Back in 1988 the county where Sioux City, Iowa is located organized a “Disaster Preparedness Program,” hired a guy named Gary Brown to run it and proceeded to poke fun at the drills they ran. The drills ran a little better, personalities got meshed a little better and the program got a little more respect.
On July 19, 1989 the crap hit the fan. They less than thirty minutes to prepare for a DC-10 with the tail engine gone. Trouble is when the engine went it took the hydraulics with it. The plane was flying in great spiraling circles. The pilots were powering the other two engines up or down to try to get some directional control. Sioux City was the closest airport. And didn't usually handle wide-bodied aircraft-so called "heavies." There were units from three states and the Air Guard lined up when that plane hit the ground, did a flip and broke up. The rescue teams moved more than a hundred injured people off the runways, into choppers and ambulances to local hospitals in less than an hour. 185 of the passengers and all the cockpit crew survived because people were trained and no one was willing to quit.

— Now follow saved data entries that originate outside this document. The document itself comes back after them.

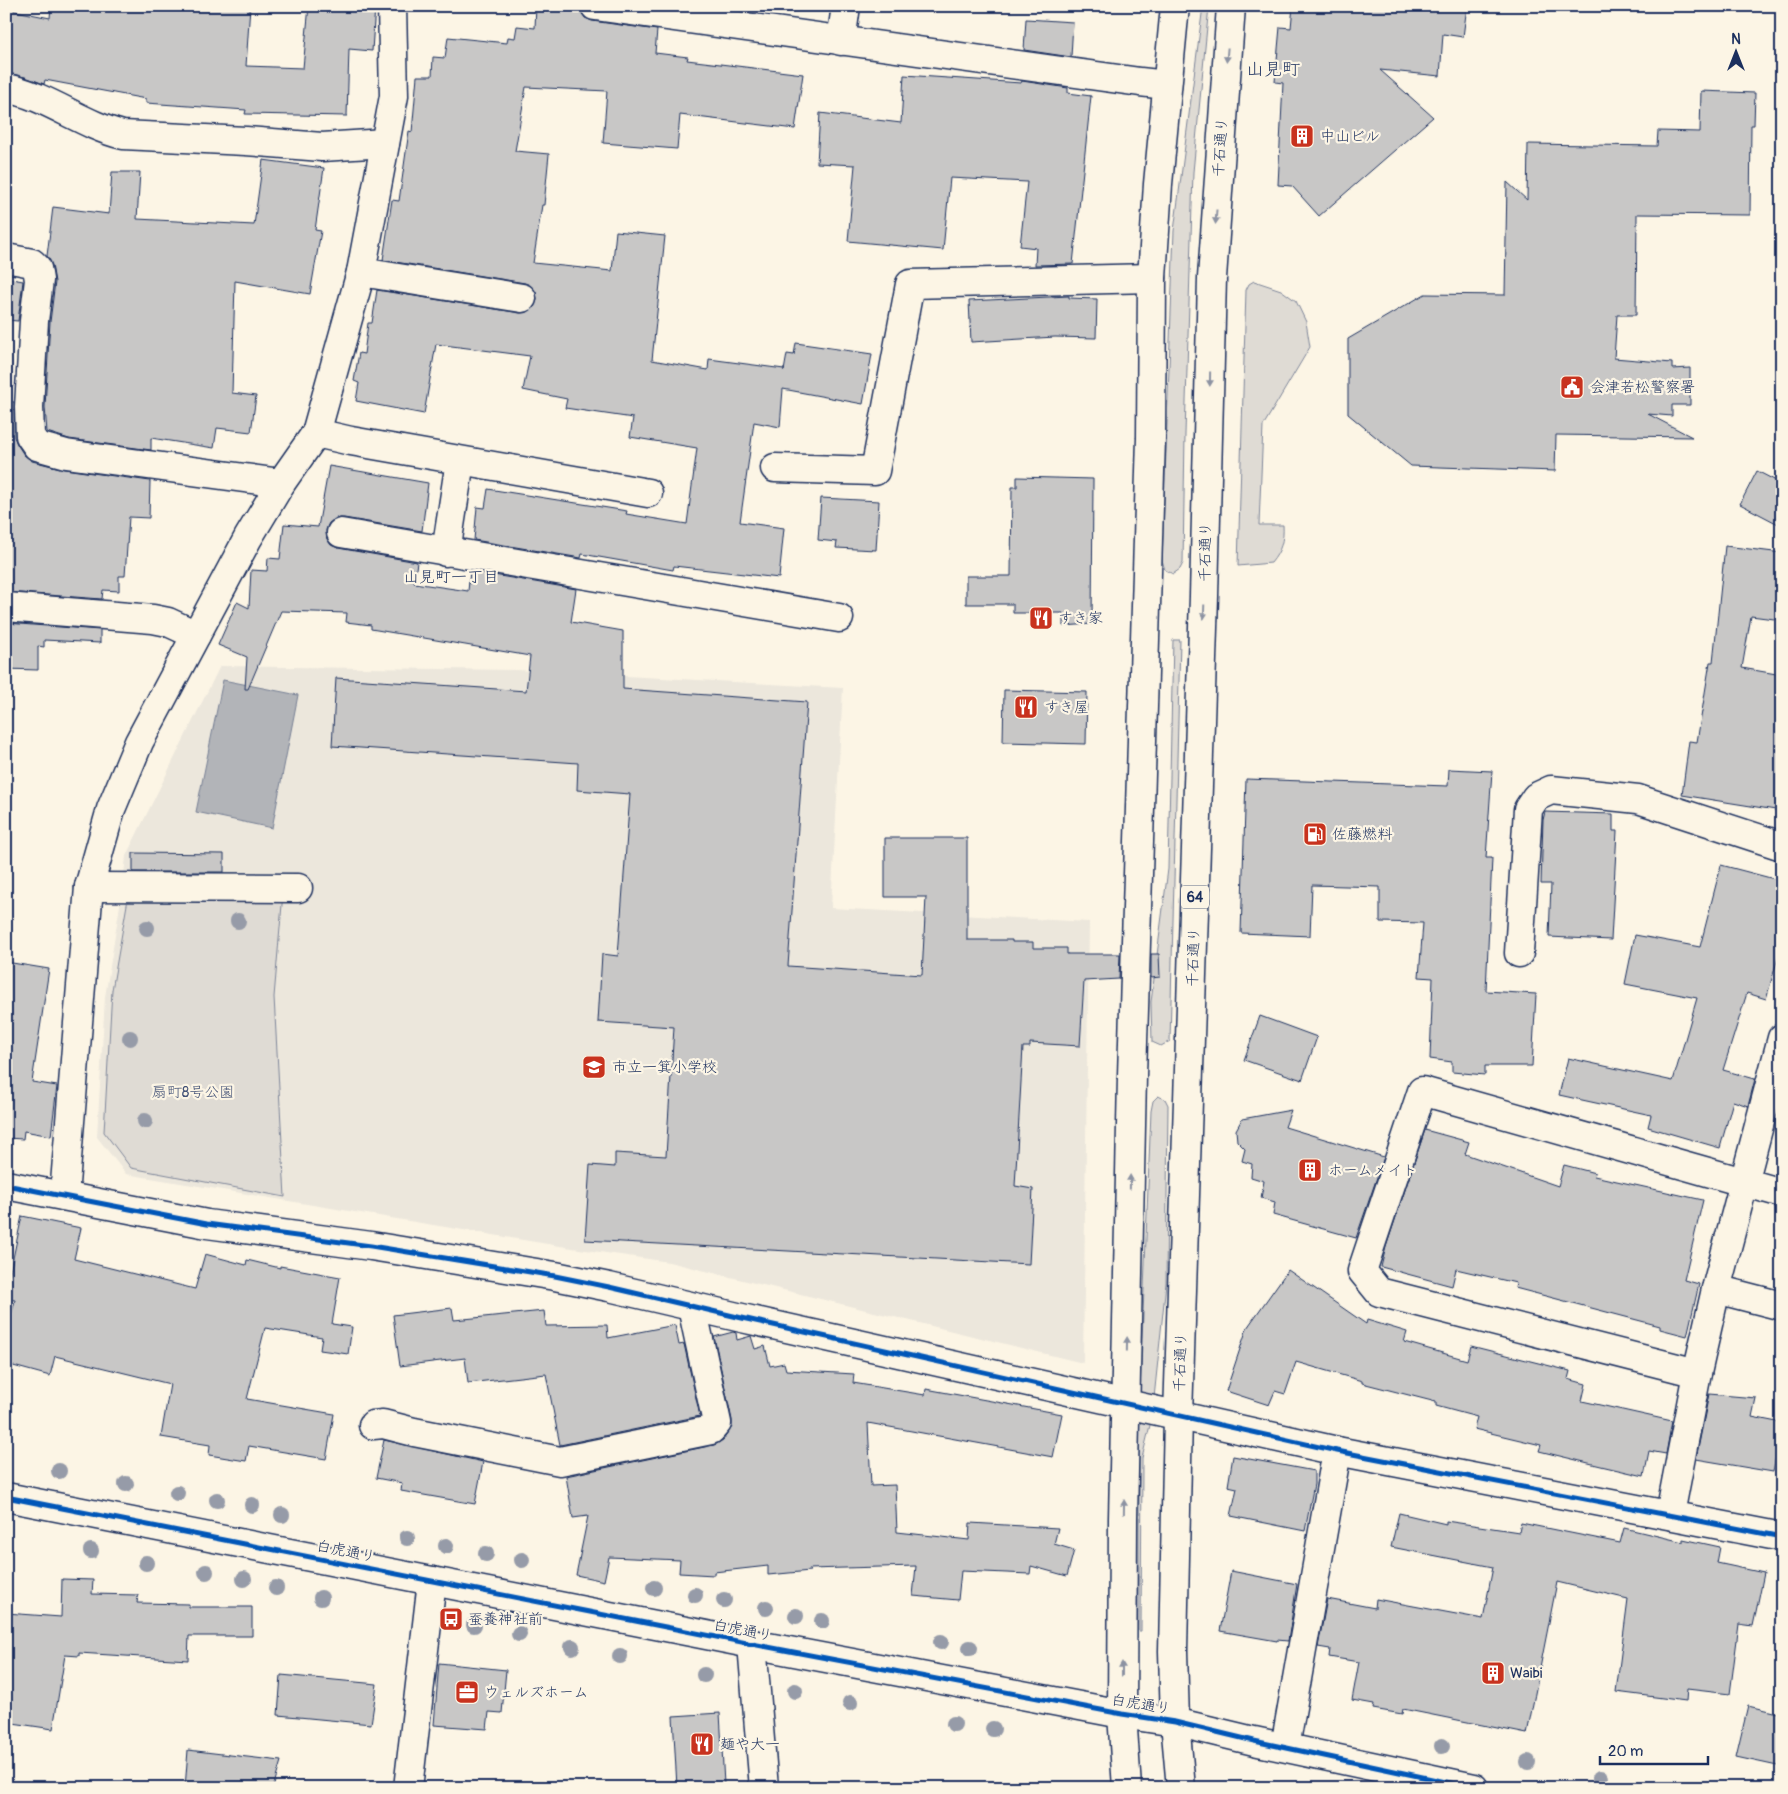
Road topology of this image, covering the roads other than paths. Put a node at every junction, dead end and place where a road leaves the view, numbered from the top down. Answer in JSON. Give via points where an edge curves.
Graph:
{"nodes":[{"id":1,"x":392,"y":6,"type":"edge"},
{"id":2,"x":595,"y":6,"type":"edge"},
{"id":3,"x":846,"y":6,"type":"edge"},
{"id":4,"x":1175,"y":6,"type":"edge"},
{"id":5,"x":1231,"y":6,"type":"edge"},
{"id":6,"x":841,"y":41,"type":"junction"},
{"id":7,"x":1167,"y":85,"type":"junction"},
{"id":8,"x":6,"y":88,"type":"edge"},
{"id":9,"x":385,"y":143,"type":"junction"},
{"id":10,"x":6,"y":258,"type":"edge"},
{"id":11,"x":361,"y":272,"type":"junction"},
{"id":12,"x":1152,"y":278,"type":"junction"},
{"id":13,"x":522,"y":298,"type":"dead end"},
{"id":14,"x":316,"y":433,"type":"junction"},
{"id":15,"x":460,"y":461,"type":"junction"},
{"id":16,"x":775,"y":468,"type":"dead end"},
{"id":17,"x":281,"y":483,"type":"junction"},
{"id":18,"x":648,"y":493,"type":"dead end"},
{"id":19,"x":341,"y":533,"type":"dead end"},
{"id":20,"x":446,"y":552,"type":"junction"},
{"id":21,"x":6,"y":607,"type":"edge"},
{"id":22,"x":838,"y":618,"type":"dead end"},
{"id":23,"x":196,"y":635,"type":"junction"},
{"id":24,"x":1782,"y":846,"type":"edge"},
{"id":25,"x":89,"y":887,"type":"junction"},
{"id":26,"x":298,"y":888,"type":"dead end"},
{"id":27,"x":1519,"y":953,"type":"dead end"},
{"id":28,"x":1782,"y":1038,"type":"edge"},
{"id":29,"x":1742,"y":1183,"type":"junction"},
{"id":30,"x":6,"y":1185,"type":"edge"},
{"id":31,"x":1782,"y":1193,"type":"edge"},
{"id":32,"x":64,"y":1196,"type":"junction"},
{"id":33,"x":1716,"y":1289,"type":"junction"},
{"id":34,"x":692,"y":1306,"type":"junction"},
{"id":35,"x":1782,"y":1306,"type":"edge"},
{"id":36,"x":1696,"y":1373,"type":"junction"},
{"id":37,"x":1126,"y":1404,"type":"junction"},
{"id":38,"x":1178,"y":1416,"type":"junction"},
{"id":39,"x":372,"y":1425,"type":"dead end"},
{"id":40,"x":1337,"y":1451,"type":"junction"},
{"id":41,"x":6,"y":1497,"type":"edge"},
{"id":42,"x":1670,"y":1514,"type":"junction"},
{"id":43,"x":1782,"y":1537,"type":"edge"},
{"id":44,"x":432,"y":1580,"type":"junction"},
{"id":45,"x":752,"y":1644,"type":"junction"},
{"id":46,"x":1122,"y":1714,"type":"junction"},
{"id":47,"x":1174,"y":1722,"type":"junction"},
{"id":48,"x":1285,"y":1747,"type":"junction"},
{"id":49,"x":408,"y":1788,"type":"edge"},
{"id":50,"x":764,"y":1788,"type":"edge"},
{"id":51,"x":1127,"y":1788,"type":"edge"},
{"id":52,"x":1181,"y":1788,"type":"edge"},
{"id":53,"x":1474,"y":1788,"type":"edge"}],
"edges":[{"from":1,"to":9,"type":"street","via":[[394,96]]},
{"from":2,"to":6,"type":"street"},
{"from":3,"to":6,"type":"street"},
{"from":4,"to":7,"type":"street"},
{"from":5,"to":38,"type":"street","name":"千石通り","number":"64","one_way":true,"via":[[1212,278]]},
{"from":6,"to":7,"type":"street"},
{"from":7,"to":12,"type":"street"},
{"from":8,"to":9,"type":"street","via":[[33,96],[106,131],[123,135],[322,147]]},
{"from":9,"to":11,"type":"street"},
{"from":10,"to":17,"type":"street","via":[[32,264],[38,272],[29,407],[30,436],[38,446],[66,454]]},
{"from":11,"to":13,"type":"street"},
{"from":11,"to":14,"type":"street"},
{"from":12,"to":16,"type":"street","via":[[910,284],[875,471]]},
{"from":37,"to":12,"type":"street","one_way":true,"via":[[1151,438]]},
{"from":14,"to":15,"type":"street"},
{"from":14,"to":17,"type":"street"},
{"from":15,"to":18,"type":"street"},
{"from":15,"to":20,"type":"street"},
{"from":17,"to":23,"type":"street"},
{"from":19,"to":20,"type":"street"},
{"from":20,"to":22,"type":"street"},
{"from":21,"to":23,"type":"street","via":[[153,618]]},
{"from":23,"to":25,"type":"street","via":[[139,742],[111,809]]},
{"from":24,"to":27,"type":"street","via":[[1638,799],[1551,790],[1536,797],[1528,808]]},
{"from":25,"to":26,"type":"street"},
{"from":25,"to":32,"type":"street"},
{"from":28,"to":29,"type":"street"},
{"from":29,"to":31,"type":"street"},
{"from":29,"to":33,"type":"street"},
{"from":29,"to":36,"type":"street","via":[[1422,1092],[1362,1271],[1379,1292]]},
{"from":30,"to":32,"type":"street"},
{"from":32,"to":34,"type":"street","via":[[207,1224],[555,1276]]},
{"from":33,"to":35,"type":"street"},
{"from":33,"to":36,"type":"street"},
{"from":34,"to":37,"type":"street"},
{"from":34,"to":39,"type":"street","via":[[717,1423],[711,1430],[560,1461],[384,1424]]},
{"from":36,"to":42,"type":"street"},
{"from":37,"to":38,"type":"street"},
{"from":46,"to":37,"type":"street","one_way":true},
{"from":38,"to":40,"type":"street"},
{"from":38,"to":47,"type":"street","name":"千石通り","number":"64"},
{"from":40,"to":42,"type":"street"},
{"from":40,"to":48,"type":"street"},
{"from":41,"to":44,"type":"street","name":"白虎通り"},
{"from":42,"to":43,"type":"street"},
{"from":44,"to":45,"type":"street","name":"白虎通り"},
{"from":44,"to":49,"type":"street"},
{"from":45,"to":46,"type":"street","name":"白虎通り"},
{"from":45,"to":50,"type":"street"},
{"from":46,"to":47,"type":"street","name":"白虎通り"},
{"from":46,"to":51,"type":"street"},
{"from":47,"to":48,"type":"street","name":"白虎通り"},
{"from":47,"to":52,"type":"street","name":"千石通り","number":"64"},
{"from":48,"to":53,"type":"street","name":"白虎通り"}]}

These events were the background for a made for TV film currently called A Thousand Heroes. It was made in 1992 and is barely available on video. Personally I think it should be required viewing for every emergency team in the country.
So, why did I tell this story?
I’ve been following the finger pointing in New Orleans with as much interest and dismay as every other American. The truth is that very few cities, counties or states are prepared to deal with an event like Katrina.
The biggest problem is you can’t spitball solutions to a crisis like Katrina two days before it happens. You have to imagine it months or better still, years before. You hope you’ve come up with possible solutions and then practice, practice, practice to work out the bugs.
Folks have asked “why weren’t the residents with no transport gotten out instead of being sent to the Superdome?” Good question. Answer, how? School busses? City busses? Tell the airlines “since you’re moving your planes out anyway, how about taking some people with you? How are you going to get refugees to the airport? Where are they going to go? How much fuel does a school bus carry in its tank. How far can an overloaded bus get on a tank of fuel? Where is this convoy going to get fuel? Send a tanker along with it? Where are they going to go? Will there be shelter when they get there? What about food, water, sanitation, dirty diapers? See where this train is heading? It’s too late to start asking these questions when you realize you needed those answers six months ago.
Carloads of volunteers are on the roads heading south hoping to help clean things up. I agree that they’d be better off sending money and staying home. The people handling this emergency don’t need more people on the scene who will need food, fuel, housing and sanitation.
We’re yelling at FEMA, but FEMA is basically a shadow of what it was. It’s been rolled into the Homeland Security fiefdom. Homeland Security, there’s a joke. I’m not the only one who noticed that in the months before last year’s election, Tom Ridge issued security alerts every time things got bad for Bush.
The current administration rolled everything into a new inexperienced federal agency, diverted resources from levee repair and upgrades to deal with a war we didn’t need to fight, ran up the deficit and issued tax cuts to those who already have more than any of the rest of us could hope to have, need or truthfully want. There’s plenty of blame to be shared. But I’m putting the lion’s share at doorstep of this administration and the neocon theorists who seem to be the only advisors who have the president’s ear.
A lot of things look good on paper and sound great in speeches. Reminds me of the old game of scissors, rock, or paper. You can’t cut water, rocks sink and paper gets soaked. You can’t cut the wind, rocks get blown around and the paper gets blown back in your face.